After a lot of work, Andrew was able to deliver. He eventually settled on a top-of-the-line co-packer, with the ability to package two million cases of wine per year. Andrew and Kevin toured the facilities, marveling at the production line that filled each glass from the bottom, avoiding oxidation. Zipz was also successful in landing a national partner, Arctic Beverage. The company has a Chilean line of wines called Chillin. According to Andrew, their job now was to focus on packaging…and collecting royalties. Landing a national partner was important because of the piggyback effect of other brands. As Zipz made it onto store shelves where Chillin was already sold, other wine companies would want in, as well.
For Andrew, this was about the big ideas.

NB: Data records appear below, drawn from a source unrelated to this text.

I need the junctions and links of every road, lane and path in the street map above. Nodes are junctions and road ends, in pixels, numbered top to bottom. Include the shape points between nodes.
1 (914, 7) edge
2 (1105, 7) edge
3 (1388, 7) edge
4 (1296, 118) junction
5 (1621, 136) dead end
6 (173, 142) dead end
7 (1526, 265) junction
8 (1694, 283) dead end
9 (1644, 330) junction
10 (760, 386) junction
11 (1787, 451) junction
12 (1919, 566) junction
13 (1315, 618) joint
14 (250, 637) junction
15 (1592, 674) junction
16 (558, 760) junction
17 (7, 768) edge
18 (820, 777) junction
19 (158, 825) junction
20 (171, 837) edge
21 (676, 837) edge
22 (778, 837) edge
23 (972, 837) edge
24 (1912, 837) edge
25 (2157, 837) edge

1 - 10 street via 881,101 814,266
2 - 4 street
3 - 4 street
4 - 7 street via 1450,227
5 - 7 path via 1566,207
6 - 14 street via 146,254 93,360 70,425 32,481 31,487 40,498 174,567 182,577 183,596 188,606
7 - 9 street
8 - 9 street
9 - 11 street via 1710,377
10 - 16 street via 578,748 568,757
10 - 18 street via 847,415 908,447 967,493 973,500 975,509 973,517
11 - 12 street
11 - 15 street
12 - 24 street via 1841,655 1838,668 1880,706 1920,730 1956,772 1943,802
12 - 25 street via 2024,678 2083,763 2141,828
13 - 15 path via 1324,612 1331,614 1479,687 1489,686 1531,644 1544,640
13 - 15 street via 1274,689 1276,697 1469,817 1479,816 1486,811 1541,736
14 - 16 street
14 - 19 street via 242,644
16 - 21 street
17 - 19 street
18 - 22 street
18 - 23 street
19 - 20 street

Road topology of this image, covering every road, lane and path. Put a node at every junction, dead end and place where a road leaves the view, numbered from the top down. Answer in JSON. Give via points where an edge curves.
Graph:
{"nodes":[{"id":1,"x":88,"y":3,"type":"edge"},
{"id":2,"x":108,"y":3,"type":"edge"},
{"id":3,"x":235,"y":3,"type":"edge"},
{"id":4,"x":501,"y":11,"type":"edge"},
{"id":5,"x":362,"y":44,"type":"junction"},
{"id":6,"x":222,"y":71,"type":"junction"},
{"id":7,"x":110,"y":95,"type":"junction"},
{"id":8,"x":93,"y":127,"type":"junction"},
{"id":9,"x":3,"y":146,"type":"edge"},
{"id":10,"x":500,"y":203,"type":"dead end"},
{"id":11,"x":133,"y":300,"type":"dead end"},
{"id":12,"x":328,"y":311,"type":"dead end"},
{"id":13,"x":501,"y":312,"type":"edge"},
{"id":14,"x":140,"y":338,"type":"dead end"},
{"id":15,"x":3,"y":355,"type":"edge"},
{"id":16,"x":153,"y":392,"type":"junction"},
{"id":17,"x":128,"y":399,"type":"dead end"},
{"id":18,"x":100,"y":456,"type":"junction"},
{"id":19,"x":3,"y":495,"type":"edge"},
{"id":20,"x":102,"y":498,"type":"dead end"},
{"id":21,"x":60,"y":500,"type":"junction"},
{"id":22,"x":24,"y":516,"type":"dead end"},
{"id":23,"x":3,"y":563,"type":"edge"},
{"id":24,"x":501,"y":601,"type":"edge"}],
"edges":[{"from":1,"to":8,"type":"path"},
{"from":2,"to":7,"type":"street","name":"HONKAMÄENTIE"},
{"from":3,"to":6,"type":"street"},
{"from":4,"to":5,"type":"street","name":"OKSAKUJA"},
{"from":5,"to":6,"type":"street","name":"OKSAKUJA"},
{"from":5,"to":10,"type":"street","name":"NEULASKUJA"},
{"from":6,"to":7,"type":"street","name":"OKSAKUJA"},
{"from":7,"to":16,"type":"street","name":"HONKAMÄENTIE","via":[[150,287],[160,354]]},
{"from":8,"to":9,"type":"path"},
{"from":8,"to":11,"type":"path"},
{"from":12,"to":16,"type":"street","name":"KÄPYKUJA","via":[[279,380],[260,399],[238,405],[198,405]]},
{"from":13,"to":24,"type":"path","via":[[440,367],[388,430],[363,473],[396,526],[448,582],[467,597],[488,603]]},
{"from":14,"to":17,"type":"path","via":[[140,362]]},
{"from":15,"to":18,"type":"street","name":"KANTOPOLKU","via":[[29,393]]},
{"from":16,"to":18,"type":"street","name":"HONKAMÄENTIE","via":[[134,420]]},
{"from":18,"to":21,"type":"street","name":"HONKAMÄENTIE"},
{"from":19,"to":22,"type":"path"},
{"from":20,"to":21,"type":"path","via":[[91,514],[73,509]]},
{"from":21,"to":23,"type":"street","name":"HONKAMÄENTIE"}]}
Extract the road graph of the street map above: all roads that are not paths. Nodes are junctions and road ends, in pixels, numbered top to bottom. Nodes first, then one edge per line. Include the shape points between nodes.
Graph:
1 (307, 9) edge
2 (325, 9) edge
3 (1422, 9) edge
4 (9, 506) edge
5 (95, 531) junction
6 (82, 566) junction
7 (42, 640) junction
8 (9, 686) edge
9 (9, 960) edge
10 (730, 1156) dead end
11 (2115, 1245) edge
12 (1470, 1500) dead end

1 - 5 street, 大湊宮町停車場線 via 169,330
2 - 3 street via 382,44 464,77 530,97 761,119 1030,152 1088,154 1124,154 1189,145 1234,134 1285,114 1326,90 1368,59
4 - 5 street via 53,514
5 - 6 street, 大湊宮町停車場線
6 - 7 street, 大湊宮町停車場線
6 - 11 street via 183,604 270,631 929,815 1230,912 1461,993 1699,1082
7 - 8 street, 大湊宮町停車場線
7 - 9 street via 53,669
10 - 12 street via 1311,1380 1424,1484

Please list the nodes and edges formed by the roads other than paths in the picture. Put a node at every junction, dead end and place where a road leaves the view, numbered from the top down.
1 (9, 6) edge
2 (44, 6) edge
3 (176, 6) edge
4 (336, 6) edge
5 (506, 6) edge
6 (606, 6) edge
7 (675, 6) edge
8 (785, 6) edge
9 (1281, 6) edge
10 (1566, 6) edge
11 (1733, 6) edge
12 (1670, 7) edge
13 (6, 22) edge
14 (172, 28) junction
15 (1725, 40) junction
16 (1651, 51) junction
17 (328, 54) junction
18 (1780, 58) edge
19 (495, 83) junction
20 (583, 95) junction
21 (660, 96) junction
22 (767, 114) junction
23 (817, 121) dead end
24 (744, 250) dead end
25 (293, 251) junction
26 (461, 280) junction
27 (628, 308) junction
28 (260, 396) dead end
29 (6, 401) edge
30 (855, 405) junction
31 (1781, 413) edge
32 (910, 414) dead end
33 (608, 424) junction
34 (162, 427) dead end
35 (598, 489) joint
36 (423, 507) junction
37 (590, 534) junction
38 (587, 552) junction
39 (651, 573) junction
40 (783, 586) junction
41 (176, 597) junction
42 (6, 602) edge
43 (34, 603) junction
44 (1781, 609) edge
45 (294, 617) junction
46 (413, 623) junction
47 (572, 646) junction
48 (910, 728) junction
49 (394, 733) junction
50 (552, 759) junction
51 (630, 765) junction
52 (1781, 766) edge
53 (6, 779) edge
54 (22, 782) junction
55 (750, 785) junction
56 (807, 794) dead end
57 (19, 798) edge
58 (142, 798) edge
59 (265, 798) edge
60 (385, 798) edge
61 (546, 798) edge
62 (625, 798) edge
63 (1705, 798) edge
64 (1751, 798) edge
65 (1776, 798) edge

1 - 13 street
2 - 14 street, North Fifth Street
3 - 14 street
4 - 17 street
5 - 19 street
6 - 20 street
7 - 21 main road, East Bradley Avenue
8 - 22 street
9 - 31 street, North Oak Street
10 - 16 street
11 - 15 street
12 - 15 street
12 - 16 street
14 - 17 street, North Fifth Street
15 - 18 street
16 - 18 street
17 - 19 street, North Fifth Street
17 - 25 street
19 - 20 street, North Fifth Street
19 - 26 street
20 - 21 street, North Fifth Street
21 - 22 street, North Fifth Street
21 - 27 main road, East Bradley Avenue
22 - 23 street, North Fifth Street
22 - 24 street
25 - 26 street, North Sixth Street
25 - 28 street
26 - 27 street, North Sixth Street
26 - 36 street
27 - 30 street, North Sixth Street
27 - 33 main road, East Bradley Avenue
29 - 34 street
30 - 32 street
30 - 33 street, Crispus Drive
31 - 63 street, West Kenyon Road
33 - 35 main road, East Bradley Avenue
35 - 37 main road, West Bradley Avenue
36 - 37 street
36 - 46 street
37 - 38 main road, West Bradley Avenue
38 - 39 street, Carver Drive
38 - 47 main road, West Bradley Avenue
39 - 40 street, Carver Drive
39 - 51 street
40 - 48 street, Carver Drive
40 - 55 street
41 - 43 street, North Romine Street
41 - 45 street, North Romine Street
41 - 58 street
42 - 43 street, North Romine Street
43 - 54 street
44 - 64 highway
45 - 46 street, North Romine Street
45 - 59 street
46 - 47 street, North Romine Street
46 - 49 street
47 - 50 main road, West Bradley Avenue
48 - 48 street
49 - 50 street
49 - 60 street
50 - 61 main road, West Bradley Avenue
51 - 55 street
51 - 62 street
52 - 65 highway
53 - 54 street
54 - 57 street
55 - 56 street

Zipz was his destiny, and it would be his legacy. After decades of experience in the wine industry, he was driven to make a lasting mark. “You’ve done well, grasshopper. You’ve focused on the royalty,” Kevin complimented. By shifting its business plan, Andrew and the other members of Zipz have secured their futures in the wine and packaging industries.
Initial valuation and offer:
$25,000,000; $2,500,000 for 10% equity
Before Shark Tank: $650,000
Projected end of year (unclear; either 2014 or 2015): $1,800,000 to $2,000,000
Annual wine-by-the-glass sales for STK: $18,000,000
Offers from sharks:
$2,500,000 for 5% with the option to buy another 5% at the same valuation in the event of an exit (accepted)
Arctic Beverage: Licensing Zipz technology to the Chillin brand of wines
The ONE Group: Mass distribution of Zipz in STK restaurants, nationwide and internationally
Zipz is now out of the wine-making business. However, they are accepting licensing opportunities for other wine-makers through their website.